_Work to be completed_
Every entry must be copied word for word.

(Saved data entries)
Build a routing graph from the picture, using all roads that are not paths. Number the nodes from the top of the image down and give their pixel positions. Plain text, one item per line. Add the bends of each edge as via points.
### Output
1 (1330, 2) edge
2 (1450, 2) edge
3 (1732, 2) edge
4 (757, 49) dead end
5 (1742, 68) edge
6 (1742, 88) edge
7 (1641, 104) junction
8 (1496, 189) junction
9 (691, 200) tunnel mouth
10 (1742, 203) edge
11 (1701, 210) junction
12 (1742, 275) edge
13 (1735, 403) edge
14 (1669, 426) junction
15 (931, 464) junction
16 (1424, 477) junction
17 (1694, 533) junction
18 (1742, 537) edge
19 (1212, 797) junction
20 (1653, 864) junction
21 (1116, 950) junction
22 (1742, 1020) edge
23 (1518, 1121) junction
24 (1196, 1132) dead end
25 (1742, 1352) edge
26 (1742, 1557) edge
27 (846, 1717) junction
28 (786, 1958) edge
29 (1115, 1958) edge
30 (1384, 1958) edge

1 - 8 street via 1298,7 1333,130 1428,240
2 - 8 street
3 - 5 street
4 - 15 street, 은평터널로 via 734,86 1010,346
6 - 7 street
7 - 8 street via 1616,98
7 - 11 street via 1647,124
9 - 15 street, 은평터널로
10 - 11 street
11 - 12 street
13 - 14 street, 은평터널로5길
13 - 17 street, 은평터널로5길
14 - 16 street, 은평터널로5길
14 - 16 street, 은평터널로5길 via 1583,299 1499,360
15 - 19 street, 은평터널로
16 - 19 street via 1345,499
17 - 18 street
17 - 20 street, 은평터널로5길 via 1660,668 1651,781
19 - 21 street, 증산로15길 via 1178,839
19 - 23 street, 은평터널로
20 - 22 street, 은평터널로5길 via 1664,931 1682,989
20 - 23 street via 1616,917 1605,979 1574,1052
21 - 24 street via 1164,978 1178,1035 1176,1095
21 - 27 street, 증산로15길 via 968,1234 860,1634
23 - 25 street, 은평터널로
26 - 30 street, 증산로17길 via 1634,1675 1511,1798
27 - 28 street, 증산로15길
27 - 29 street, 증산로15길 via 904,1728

_Output_
Build a routing graph from the picture, using all roads that are not paths. Number the nodes from the top of the image down and give their pixel positions. Plain text, one item per line. Add the bends of each edge as via points.
### Output
1 (1330, 2) edge
2 (1450, 2) edge
3 (1732, 2) edge
4 (757, 49) dead end
5 (1742, 68) edge
6 (1742, 88) edge
7 (1641, 104) junction
8 (1496, 189) junction
9 (691, 200) tunnel mouth
10 (1742, 203) edge
11 (1701, 210) junction
12 (1742, 275) edge
13 (1735, 403) edge
14 (1669, 426) junction
15 (931, 464) junction
16 (1424, 477) junction
17 (1694, 533) junction
18 (1742, 537) edge
19 (1212, 797) junction
20 (1653, 864) junction
21 (1116, 950) junction
22 (1742, 1020) edge
23 (1518, 1121) junction
24 (1196, 1132) dead end
25 (1742, 1352) edge
26 (1742, 1557) edge
27 (846, 1717) junction
28 (786, 1958) edge
29 (1115, 1958) edge
30 (1384, 1958) edge

1 - 8 street via 1298,7 1333,130 1428,240
2 - 8 street
3 - 5 street
4 - 15 street, 은평터널로 via 734,86 1010,346
6 - 7 street
7 - 8 street via 1616,98
7 - 11 street via 1647,124
9 - 15 street, 은평터널로
10 - 11 street
11 - 12 street
13 - 14 street, 은평터널로5길
13 - 17 street, 은평터널로5길
14 - 16 street, 은평터널로5길
14 - 16 street, 은평터널로5길 via 1583,299 1499,360
15 - 19 street, 은평터널로
16 - 19 street via 1345,499
17 - 18 street
17 - 20 street, 은평터널로5길 via 1660,668 1651,781
19 - 21 street, 증산로15길 via 1178,839
19 - 23 street, 은평터널로
20 - 22 street, 은평터널로5길 via 1664,931 1682,989
20 - 23 street via 1616,917 1605,979 1574,1052
21 - 24 street via 1164,978 1178,1035 1176,1095
21 - 27 street, 증산로15길 via 968,1234 860,1634
23 - 25 street, 은평터널로
26 - 30 street, 증산로17길 via 1634,1675 1511,1798
27 - 28 street, 증산로15길
27 - 29 street, 증산로15길 via 904,1728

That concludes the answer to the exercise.